Why Jesus is called “The Son of God” and What It Means

Why Jesus is Called the Son of God and What that MeansThe question “Why is Jesus called the Son of God” has been ratting around in my head since a recent talk with a friend of mine (who’s a Jehovah’s Witness).  We’re debating if Jesus is God, or merely “a god”.  My friend insists that because Jesus is the “Son of God”, he can’t be God Himself.

I did a bunch of research and – as it turns out – I think the opposite is true.

But I’m getting ahead of myself.

 

The “Son of God” in the Bible

The Bible uses this phrase a few dozen times but it usually – but always – refers to Jesus Himself.

First, in many Bible translations, Luke 3:38 lists Adam as the “son of God” in Jesus’ genealogy.  However, the word “son” does not exist in the Original Greek.  It was added for clarity in the translation. (you can see the interlinear for Luke 3:38 here.)  The Berean Literal Bible translates it as “of Enosh, of Seth, of Adam, of God.” which is closer to the Greek, though less pleasant in English.

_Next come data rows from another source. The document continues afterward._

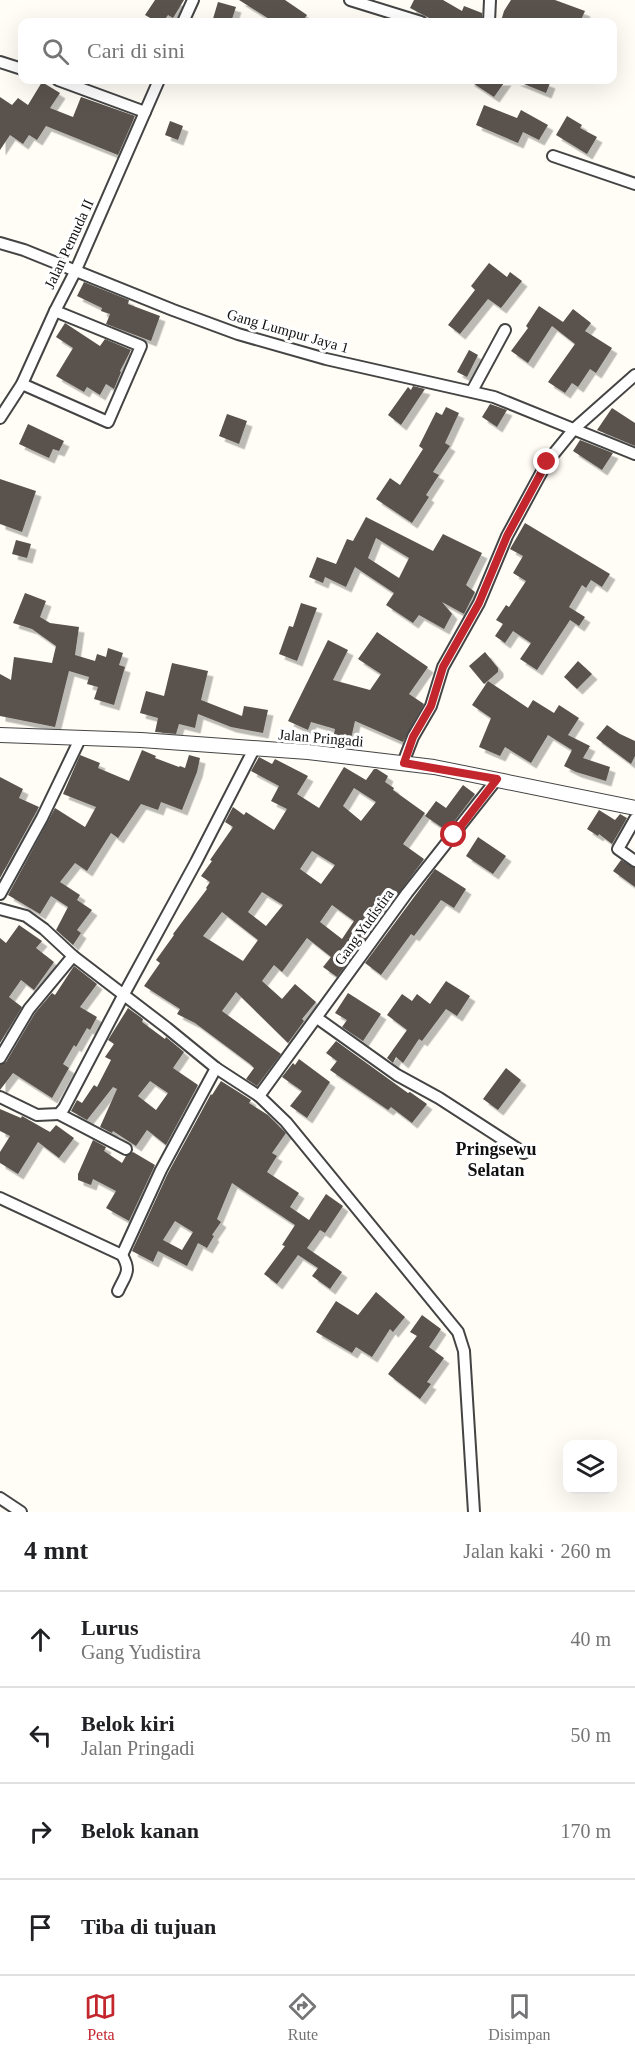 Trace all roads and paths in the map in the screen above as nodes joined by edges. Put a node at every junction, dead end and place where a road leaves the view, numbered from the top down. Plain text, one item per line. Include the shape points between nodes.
1 (193, 0) edge
2 (350, 0) edge
3 (490, 0) edge
4 (185, 18) edge
5 (408, 18) edge
6 (489, 18) edge
7 (0, 62) edge
8 (18, 68) edge
9 (69, 84) edge
10 (157, 84) edge
11 (145, 112) junction
12 (553, 156) dead end
13 (635, 184) edge
14 (0, 243) edge
15 (75, 272) junction
16 (55, 311) junction
17 (505, 330) dead end
18 (635, 375) edge
19 (22, 384) junction
20 (472, 391) junction
21 (0, 418) edge
22 (574, 429) junction
23 (635, 454) edge
24 (0, 735) edge
25 (80, 739) junction
26 (254, 749) junction
27 (404, 763) junction
28 (497, 779) junction
29 (635, 808) edge
30 (635, 819) edge
31 (635, 861) edge
32 (0, 894) edge
33 (0, 909) edge
34 (73, 956) junction
35 (124, 994) junction
36 (317, 1018) junction
37 (0, 1058) edge
38 (216, 1068) junction
39 (259, 1096) junction
40 (0, 1097) edge
41 (59, 1114) junction
42 (126, 1149) dead end
43 (524, 1153) dead end
44 (0, 1198) edge
45 (122, 1255) junction
46 (118, 1291) dead end
47 (4, 1504) edge
48 (21, 1512) edge
49 (474, 1512) edge

1 - 4 street
2 - 5 street
3 - 6 street
7 - 8 street
9 - 11 street
10 - 11 street, Jalan Pemuda II
11 - 15 street, Jalan Pemuda II
12 - 13 street
14 - 15 street, Gang Lumpur Jaya 1
15 - 16 street, Jalan Pemuda II
15 - 20 street, Gang Lumpur Jaya 1 via 238,334 326,359
16 - 19 street, Jalan Pemuda II
16 - 19 street via 141,345 108,422
17 - 20 street
18 - 22 street
19 - 21 street, Jalan Pemuda II
20 - 22 street, Gang Lumpur Jaya 1
22 - 23 street, Gang Lumpur Jaya 1
22 - 27 street via 547,462 507,536 479,603 443,667 431,706
24 - 25 street, Jalan Pringadi
25 - 26 street, Jalan Pringadi
25 - 32 street
26 - 27 street, Jalan Pringadi
26 - 35 street
27 - 28 street, Jalan Pringadi
28 - 29 street, Jalan Pringadi
28 - 36 street, Gang Yudistira
30 - 31 street via 618,849
33 - 34 street via 26,916
34 - 35 street
34 - 37 street via 29,1009
35 - 38 street
35 - 41 street
36 - 39 street, Gang Yudistira
36 - 43 street via 397,1075
38 - 39 street
38 - 45 street
39 - 49 street via 286,1122 458,1332 464,1351
40 - 41 street via 37,1115
41 - 42 street
44 - 45 street
45 - 46 street via 128,1269
47 - 48 street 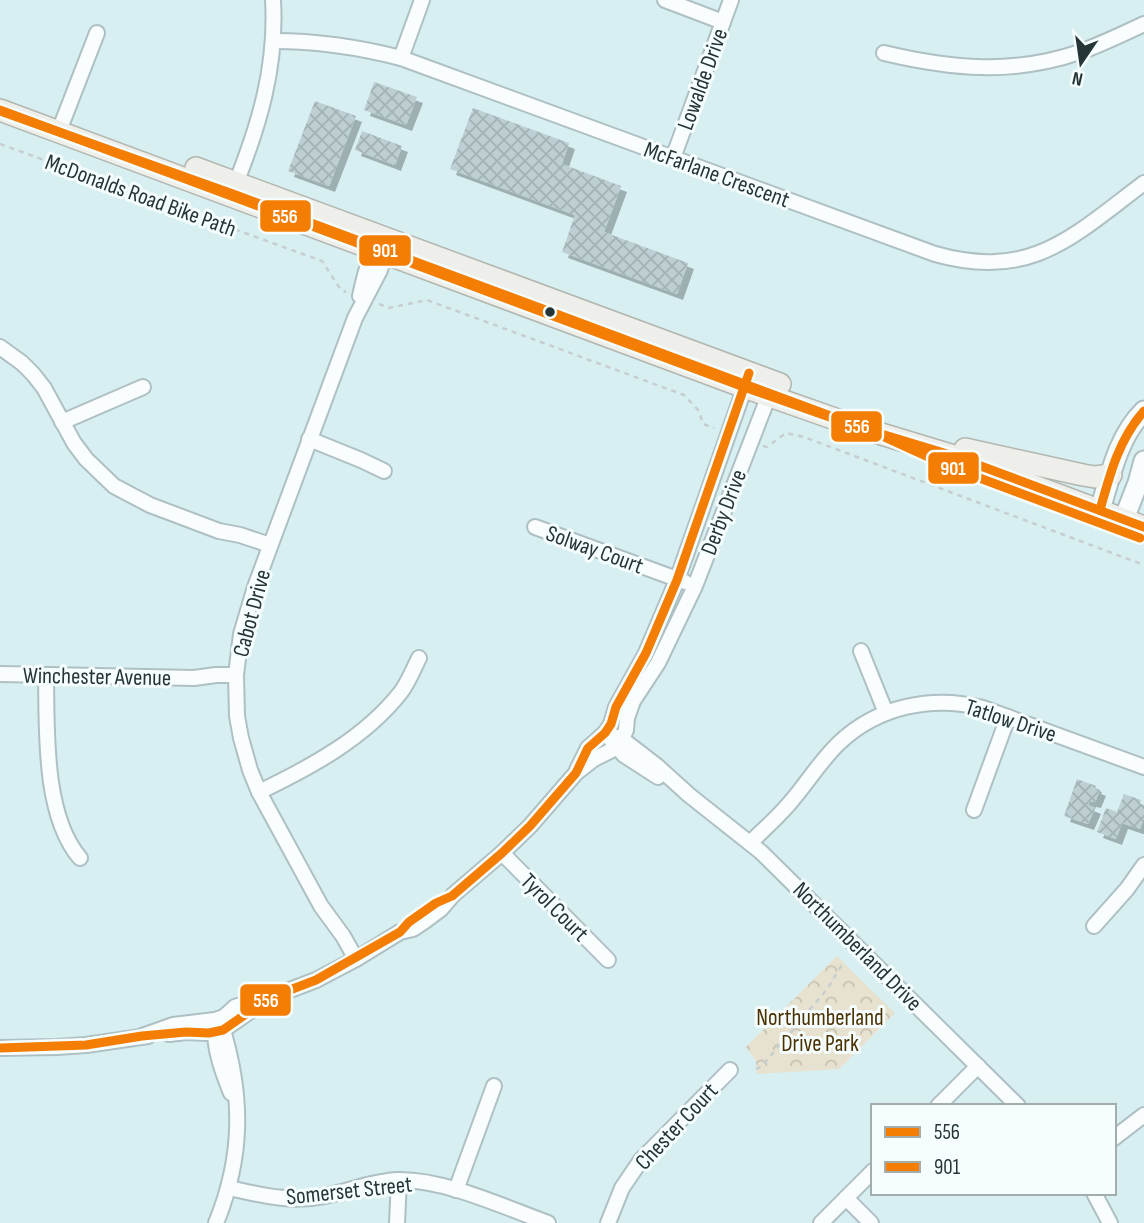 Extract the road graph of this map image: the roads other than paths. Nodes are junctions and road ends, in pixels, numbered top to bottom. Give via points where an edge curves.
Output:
1 (273, 0) edge
2 (422, 0) edge
3 (665, 0) edge
4 (731, 0) edge
5 (723, 22) junction
6 (1144, 24) edge
7 (97, 33) dead end
8 (274, 41) junction
9 (884, 53) dead end
10 (401, 58) junction
11 (0, 98) edge
12 (0, 110) edge
13 (62, 126) junction
14 (673, 158) junction
15 (1144, 183) edge
16 (234, 189) junction
17 (382, 247) junction
18 (0, 347) edge
19 (747, 380) junction
20 (143, 387) dead end
21 (771, 389) junction
22 (1144, 411) edge
23 (62, 422) junction
24 (912, 437) junction
25 (309, 439) junction
26 (954, 456) junction
27 (1144, 461) edge
28 (384, 471) dead end
29 (1111, 475) junction
30 (1100, 510) junction
31 (1134, 523) edge
32 (535, 527) dead end
33 (269, 549) junction
34 (677, 580) junction
35 (695, 586) junction
36 (861, 651) dead end
37 (419, 658) dead end
38 (0, 674) edge
39 (46, 675) junction
40 (236, 679) junction
41 (886, 713) junction
42 (1008, 717) junction
43 (605, 733) junction
44 (619, 743) junction
45 (1144, 767) edge
46 (576, 773) junction
47 (260, 792) junction
48 (974, 810) dead end
49 (756, 847) junction
50 (502, 853) junction
51 (80, 858) dead end
52 (1144, 865) edge
53 (1094, 926) dead end
54 (608, 960) dead end
55 (352, 961) junction
56 (218, 1027) junction
57 (0, 1048) edge
58 (978, 1066) junction
59 (730, 1070) dead end
60 (494, 1086) dead end
61 (940, 1104) edge
62 (1016, 1104) edge
63 (1144, 1115) edge
64 (1116, 1137) edge
65 (871, 1173) edge
66 (399, 1180) junction
67 (229, 1188) junction
68 (456, 1190) junction
69 (1095, 1195) edge
70 (846, 1198) junction
71 (216, 1223) edge
72 (397, 1223) edge
73 (548, 1223) edge
74 (608, 1223) edge
75 (821, 1223) edge
76 (871, 1223) edge
77 (1110, 1223) edge

1 - 8 street
2 - 10 street
3 - 5 street
4 - 5 street, Lowalde Drive
5 - 14 street, Lowalde Drive
6 - 9 street via 1060,58 1015,66 940,65
7 - 13 street
8 - 10 street, McFarlane Crescent via 328,43
8 - 16 street via 261,112
10 - 14 street, McFarlane Crescent
11 - 13 main road
12 - 13 main road
13 - 16 main road
14 - 15 street, McFarlane Crescent via 968,262 1023,259 1041,253
16 - 17 main road
17 - 19 main road
17 - 25 street, Cabot Drive via 380,270 355,318
18 - 23 street via 33,374
19 - 21 main road
19 - 34 street, Derby Drive
20 - 23 street
21 - 24 main road via 876,420
21 - 26 main road via 855,426
21 - 35 street, Derby Drive
22 - 29 street via 1128,432
23 - 33 street via 86,459 114,486 150,506
24 - 26 main road
24 - 29 main road via 1083,475
25 - 28 street
25 - 33 street, Cabot Drive
26 - 30 main road
27 - 31 street
29 - 30 street
30 - 31 main road
32 - 34 street, Solway Court
33 - 40 street, Cabot Drive via 246,614
34 - 35 street, Solway Court
34 - 43 street, Derby Drive
35 - 44 street, Derby Drive via 634,701
36 - 41 street
37 - 47 street via 400,692 370,724 321,760
38 - 39 street, Winchester Avenue
39 - 40 street, Winchester Avenue via 194,678 216,683
39 - 51 street via 48,754 56,804 66,838
40 - 47 street, Cabot Drive via 241,738
41 - 42 street, Tatlow Drive via 938,702 970,705
41 - 49 street, Tatlow Drive via 839,743
42 - 45 street, Tatlow Drive
42 - 48 street
43 - 44 street, Northumberland Drive
43 - 46 street, Derby Drive via 588,748
44 - 46 street, Derby Drive
44 - 49 street, Northumberland Drive via 657,766
46 - 50 street, Derby Drive
47 - 55 street, Cabot Drive via 321,906 345,940
49 - 58 street, Northumberland Drive
50 - 54 street, Tyrol Court
50 - 55 street, Derby Drive via 452,896
52 - 53 street
55 - 56 street, Derby Drive via 269,998 235,1007
56 - 57 street, Derby Drive via 76,1046
56 - 67 street via 218,1055 236,1104 237,1149
58 - 61 street
58 - 62 street, Northumberland Drive
59 - 74 street, Chester Court via 641,1160 622,1188
60 - 68 street
63 - 64 street
65 - 70 street
66 - 67 street, Somerset Street via 306,1199
66 - 68 street, Somerset Street
66 - 72 street
67 - 71 street
68 - 73 street, Somerset Street
69 - 77 street
70 - 75 street
70 - 76 street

Secondly, Christians, the nation of Israel, angels, and a few people are occasionally referred as “sons of God”.  However – as we will see in a minute – it has a slightly different meaning when applied to Christ.

 

The Context

As with all things Biblical, Context is absolutely crucial.  (You can read my articles on Tithing, Speaking in Tongues, and especially my article on Revelation if you disagree)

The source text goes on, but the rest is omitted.